DATA RECORDS: Begin
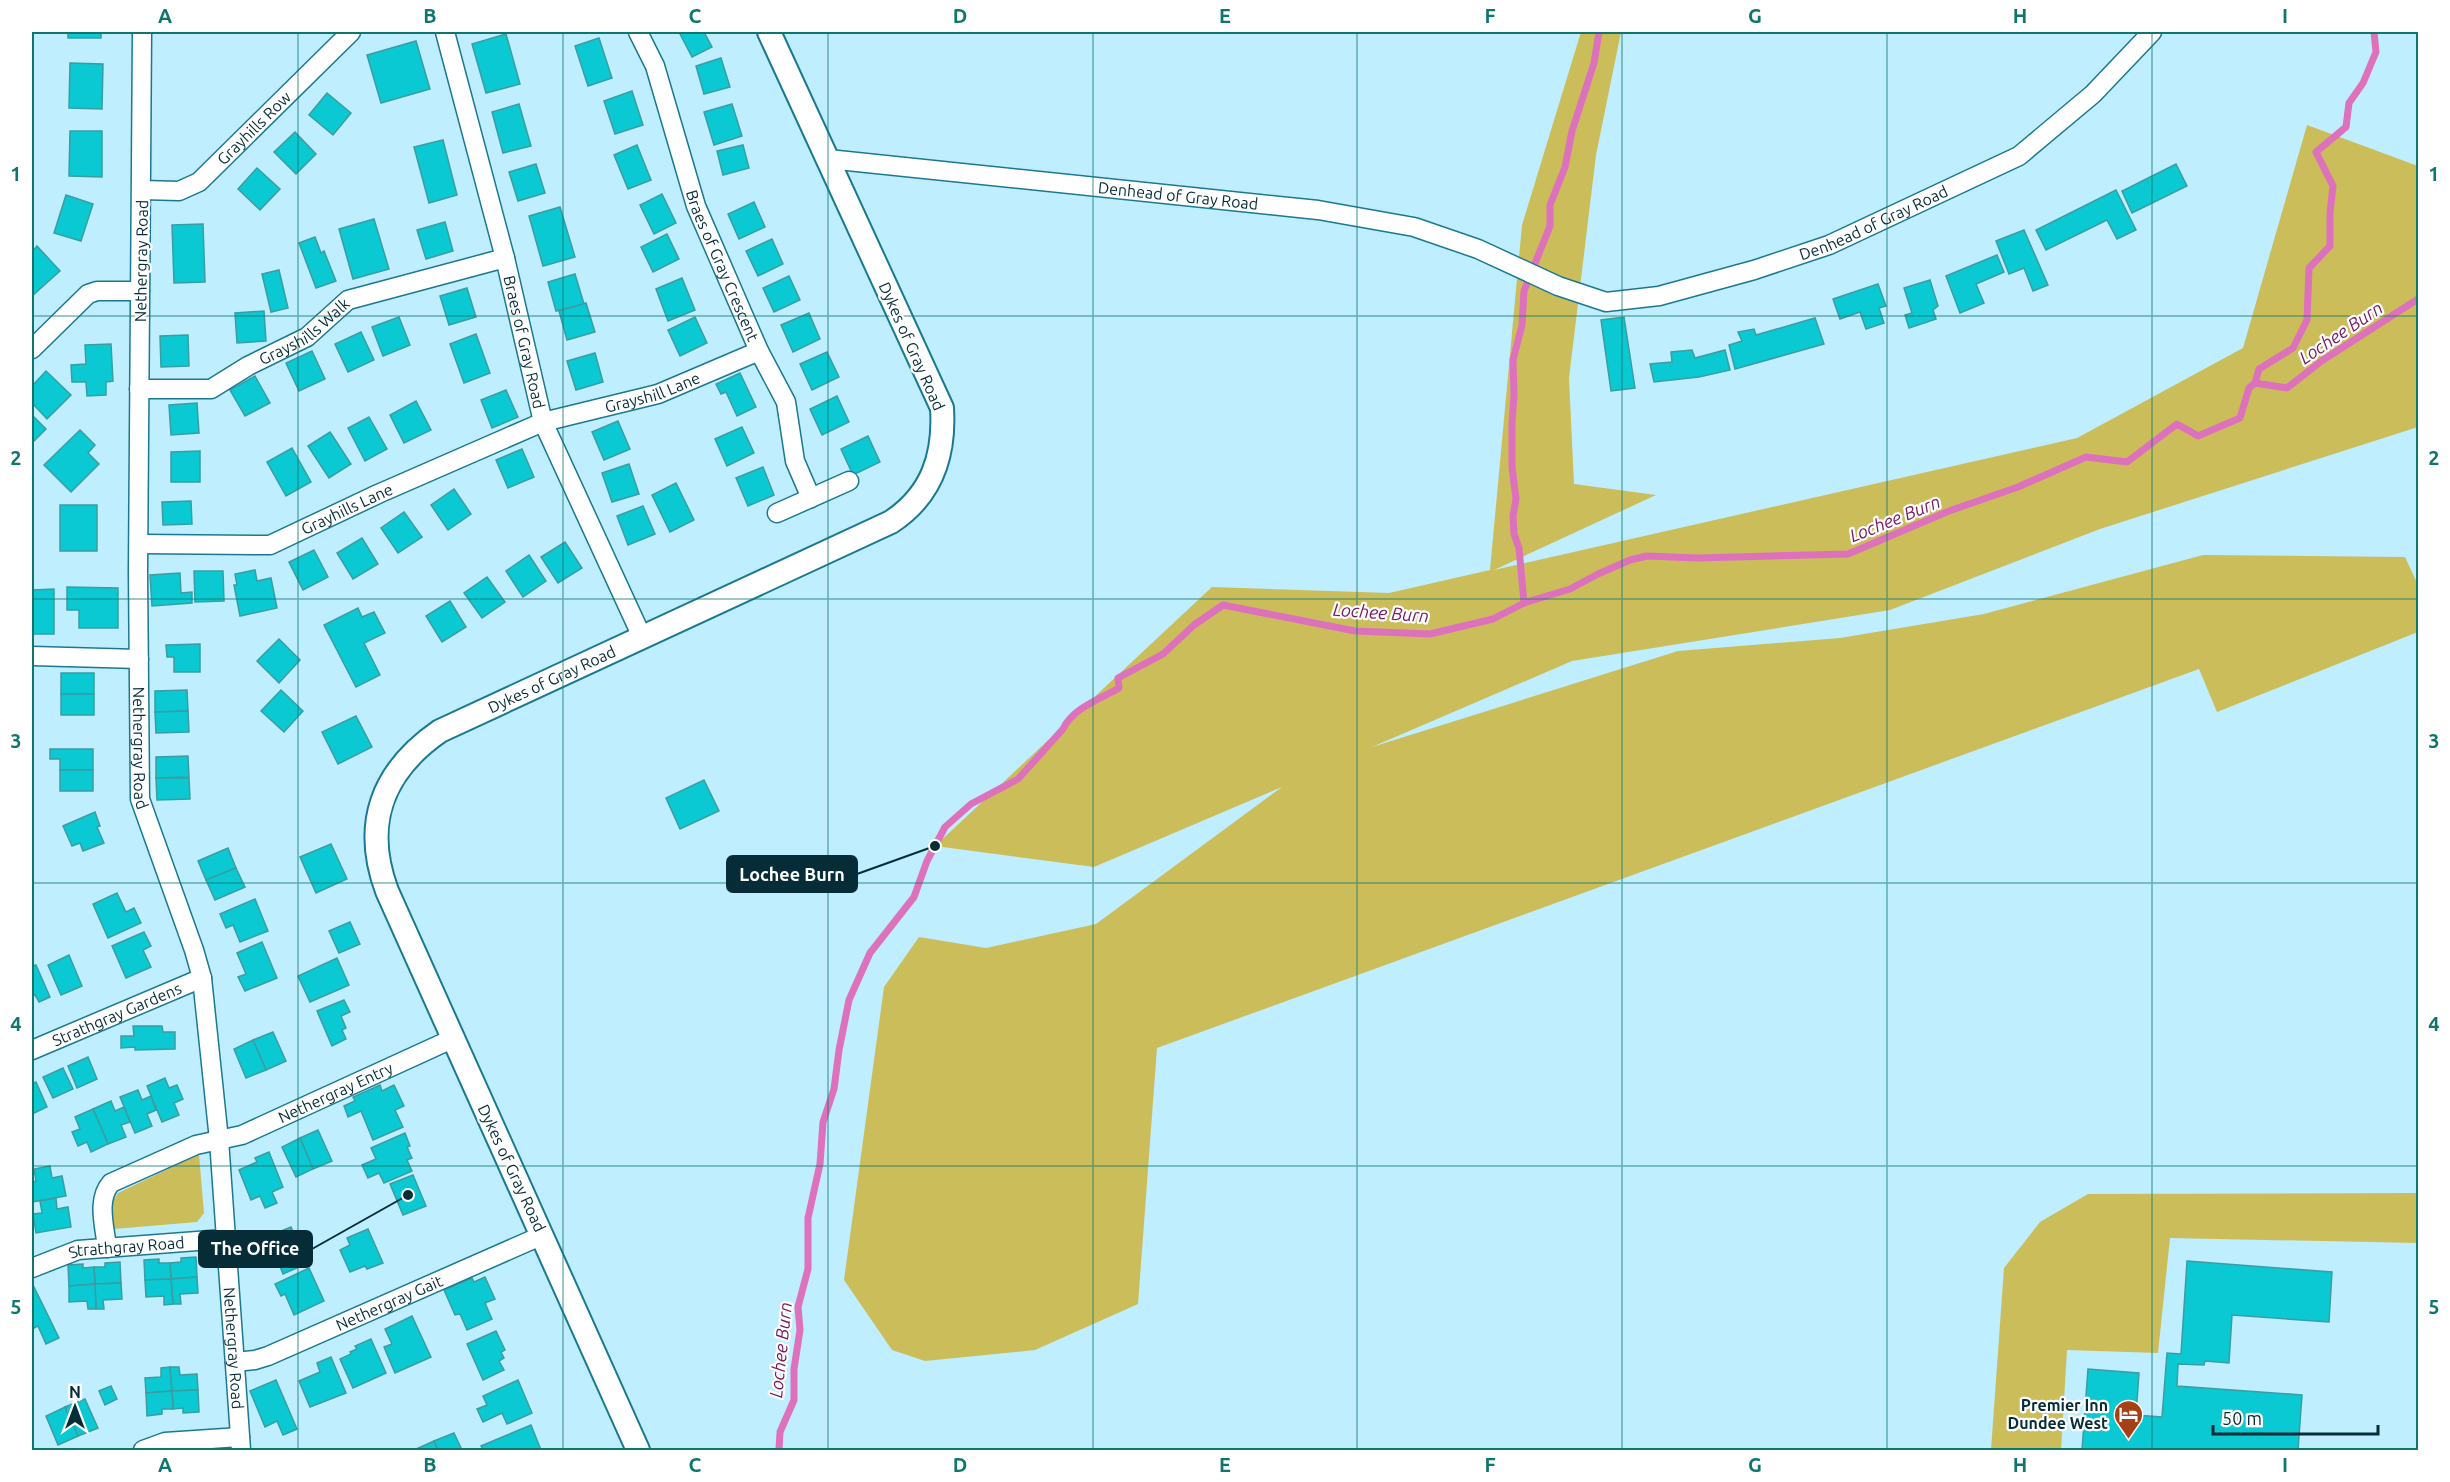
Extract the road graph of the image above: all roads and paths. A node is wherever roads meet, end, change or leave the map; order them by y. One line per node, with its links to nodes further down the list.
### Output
1 (142, 32): 8 (street, Nethergray Road)
2 (351, 32): 8 (street, Grayhills Row)
3 (445, 32): 9 (street, Braes of Gray Road)
4 (638, 32): 12 (street, Braes of Gray Crescent)
5 (769, 32): 7 (street, Dykes of Gray Road)
6 (2152, 32): 7 (street, Denhead of Gray Road)
7 (828, 159): 19 (street, Dykes of Gray Road)
8 (142, 190): 10 (street, Nethergray Road)
9 (505, 258): 13 (street, Grayshills Walk); 14 (street, Braes of Gray Road)
10 (140, 291): 11 (street); 13 (street, Nethergray Road)
11 (32, 349)
12 (759, 351): 14 (street, Grayshill Lane); 16 (street, Braes of Gray Crescent)
13 (140, 388): 18 (street, Nethergray Road)
14 (543, 422): 18 (street, Grayhills Lane); 19 (street, Braes of Gray Road)
15 (849, 481): 16 (street)
16 (811, 498): 17 (street)
17 (777, 513)
18 (139, 544): 21 (street, Nethergray Road)
19 (642, 637): 23 (street, Dykes of Gray Road)
20 (32, 656): 21 (street)
21 (139, 659): 22 (street, Nethergray Road)
22 (202, 978): 24 (street, Strathgray Gardens); 25 (street, Nethergray Road)
23 (452, 1039): 25 (street, Nethergray Entry); 26 (street, Dykes of Gray Road)
24 (32, 1050)
25 (219, 1140): 27 (street, Nethergray Road); 28 (street, Nethergray Entry)
26 (543, 1235): 30 (street, Nethergray Gait); 33 (street, Dykes of Gray Road)
27 (224, 1239): 28 (street, Strathgray Road); 30 (street, Nethergray Road)
28 (107, 1248): 29 (street, Strathgray Road)
29 (32, 1268)
30 (235, 1362): 31 (street, Nethergray Road)
31 (240, 1444): 32 (street)
32 (142, 1450)
33 (638, 1450)

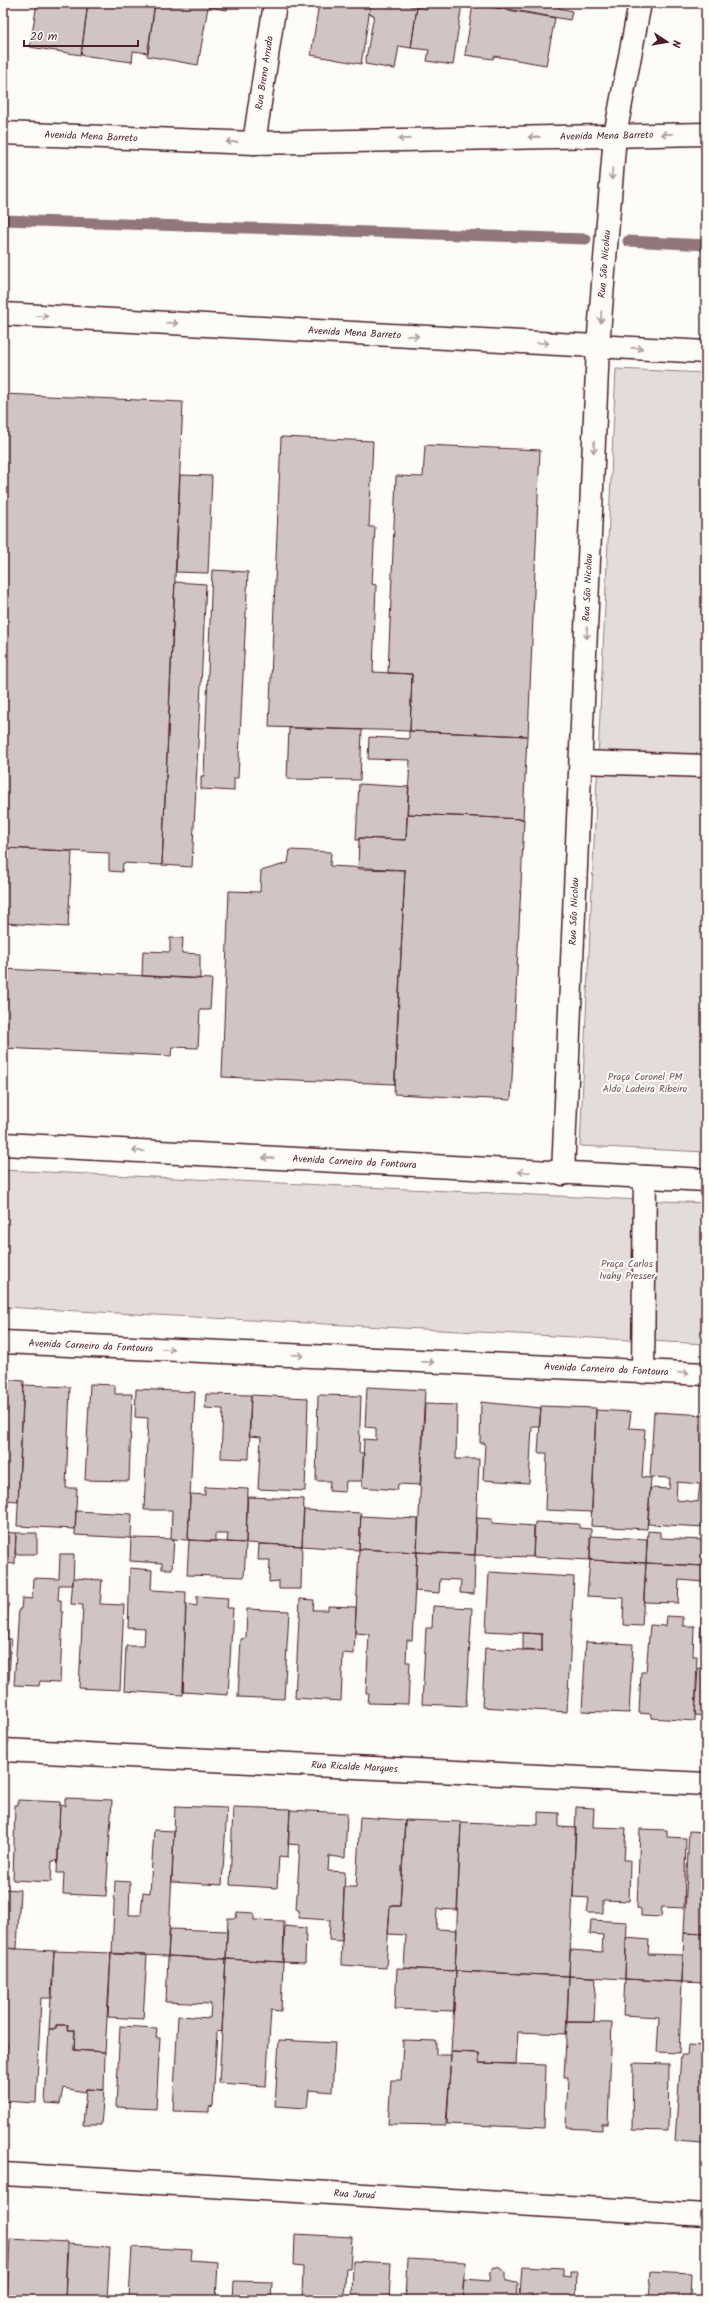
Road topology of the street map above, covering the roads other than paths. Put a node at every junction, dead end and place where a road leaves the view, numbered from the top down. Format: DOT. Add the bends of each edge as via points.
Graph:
graph roads {
  1 [pos="274,3"];
  2 [pos="640,3"];
  3 [pos="3,134"];
  4 [pos="706,134"];
  5 [pos="615,135"];
  6 [pos="254,143"];
  7 [pos="3,314"];
  8 [pos="598,346"];
  9 [pos="706,352"];
  10 [pos="581,762"];
  11 [pos="706,766"];
  12 [pos="3,1144"];
  13 [pos="563,1174"];
  14 [pos="645,1177"];
  15 [pos="706,1180"];
  16 [pos="3,1342"];
  17 [pos="644,1372"];
  18 [pos="706,1374"];
  19 [pos="3,1750"];
  20 [pos="706,1784"];
  21 [pos="3,2174"];
  22 [pos="706,2215"];
  1 -- 6 [label="street, Rua Breno Arruda"];
  2 -- 5 [label="street, Rua São Nicolau"];
  6 -- 3 [label="street, Avenida Mena Barreto, one-way"];
  4 -- 5 [label="street, Avenida Mena Barreto, one-way"];
  5 -- 6 [label="street, Avenida Mena Barreto, one-way"];
  5 -- 8 [label="street, Rua São Nicolau, one-way"];
  7 -- 8 [label="street, Avenida Mena Barreto, one-way"];
  8 -- 9 [label="street, Avenida Mena Barreto, one-way"];
  8 -- 10 [label="street, Rua São Nicolau, one-way"];
  10 -- 11 [label="street"];
  10 -- 13 [label="street, Rua São Nicolau"];
  13 -- 12 [label="street, Avenida Carneiro da Fontoura, one-way"];
  13 -- 14 [label="street, Avenida Carneiro da Fontoura"];
  14 -- 15 [label="street, Avenida Carneiro da Fontoura"];
  14 -- 17 [label="street"];
  16 -- 17 [label="street, Avenida Carneiro da Fontoura, one-way"];
  17 -- 18 [label="street, Avenida Carneiro da Fontoura, one-way"];
  19 -- 20 [label="street, Rua Ricalde Marques"];
  21 -- 22 [label="street, Rua Juruá"];
}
DATA RECORDS: End
Leave the pictures out and write out every entry exactly as given.

Extract the road graph of the image above: all roads and paths. A node is wherever roads meet, end, change or leave the map; order them by y. One line per node, with its links to nodes further down the list.
### Output
1 (142, 32): 8 (street, Nethergray Road)
2 (351, 32): 8 (street, Grayhills Row)
3 (445, 32): 9 (street, Braes of Gray Road)
4 (638, 32): 12 (street, Braes of Gray Crescent)
5 (769, 32): 7 (street, Dykes of Gray Road)
6 (2152, 32): 7 (street, Denhead of Gray Road)
7 (828, 159): 19 (street, Dykes of Gray Road)
8 (142, 190): 10 (street, Nethergray Road)
9 (505, 258): 13 (street, Grayshills Walk); 14 (street, Braes of Gray Road)
10 (140, 291): 11 (street); 13 (street, Nethergray Road)
11 (32, 349)
12 (759, 351): 14 (street, Grayshill Lane); 16 (street, Braes of Gray Crescent)
13 (140, 388): 18 (street, Nethergray Road)
14 (543, 422): 18 (street, Grayhills Lane); 19 (street, Braes of Gray Road)
15 (849, 481): 16 (street)
16 (811, 498): 17 (street)
17 (777, 513)
18 (139, 544): 21 (street, Nethergray Road)
19 (642, 637): 23 (street, Dykes of Gray Road)
20 (32, 656): 21 (street)
21 (139, 659): 22 (street, Nethergray Road)
22 (202, 978): 24 (street, Strathgray Gardens); 25 (street, Nethergray Road)
23 (452, 1039): 25 (street, Nethergray Entry); 26 (street, Dykes of Gray Road)
24 (32, 1050)
25 (219, 1140): 27 (street, Nethergray Road); 28 (street, Nethergray Entry)
26 (543, 1235): 30 (street, Nethergray Gait); 33 (street, Dykes of Gray Road)
27 (224, 1239): 28 (street, Strathgray Road); 30 (street, Nethergray Road)
28 (107, 1248): 29 (street, Strathgray Road)
29 (32, 1268)
30 (235, 1362): 31 (street, Nethergray Road)
31 (240, 1444): 32 (street)
32 (142, 1450)
33 (638, 1450)

Road topology of the street map above, covering the roads other than paths. Put a node at every junction, dead end and place where a road leaves the view, numbered from the top down. Format: DOT. Add the bends of each edge as via points.
Graph:
graph roads {
  1 [pos="274,3"];
  2 [pos="640,3"];
  3 [pos="3,134"];
  4 [pos="706,134"];
  5 [pos="615,135"];
  6 [pos="254,143"];
  7 [pos="3,314"];
  8 [pos="598,346"];
  9 [pos="706,352"];
  10 [pos="581,762"];
  11 [pos="706,766"];
  12 [pos="3,1144"];
  13 [pos="563,1174"];
  14 [pos="645,1177"];
  15 [pos="706,1180"];
  16 [pos="3,1342"];
  17 [pos="644,1372"];
  18 [pos="706,1374"];
  19 [pos="3,1750"];
  20 [pos="706,1784"];
  21 [pos="3,2174"];
  22 [pos="706,2215"];
  1 -- 6 [label="street, Rua Breno Arruda"];
  2 -- 5 [label="street, Rua São Nicolau"];
  6 -- 3 [label="street, Avenida Mena Barreto, one-way"];
  4 -- 5 [label="street, Avenida Mena Barreto, one-way"];
  5 -- 6 [label="street, Avenida Mena Barreto, one-way"];
  5 -- 8 [label="street, Rua São Nicolau, one-way"];
  7 -- 8 [label="street, Avenida Mena Barreto, one-way"];
  8 -- 9 [label="street, Avenida Mena Barreto, one-way"];
  8 -- 10 [label="street, Rua São Nicolau, one-way"];
  10 -- 11 [label="street"];
  10 -- 13 [label="street, Rua São Nicolau"];
  13 -- 12 [label="street, Avenida Carneiro da Fontoura, one-way"];
  13 -- 14 [label="street, Avenida Carneiro da Fontoura"];
  14 -- 15 [label="street, Avenida Carneiro da Fontoura"];
  14 -- 17 [label="street"];
  16 -- 17 [label="street, Avenida Carneiro da Fontoura, one-way"];
  17 -- 18 [label="street, Avenida Carneiro da Fontoura, one-way"];
  19 -- 20 [label="street, Rua Ricalde Marques"];
  21 -- 22 [label="street, Rua Juruá"];
}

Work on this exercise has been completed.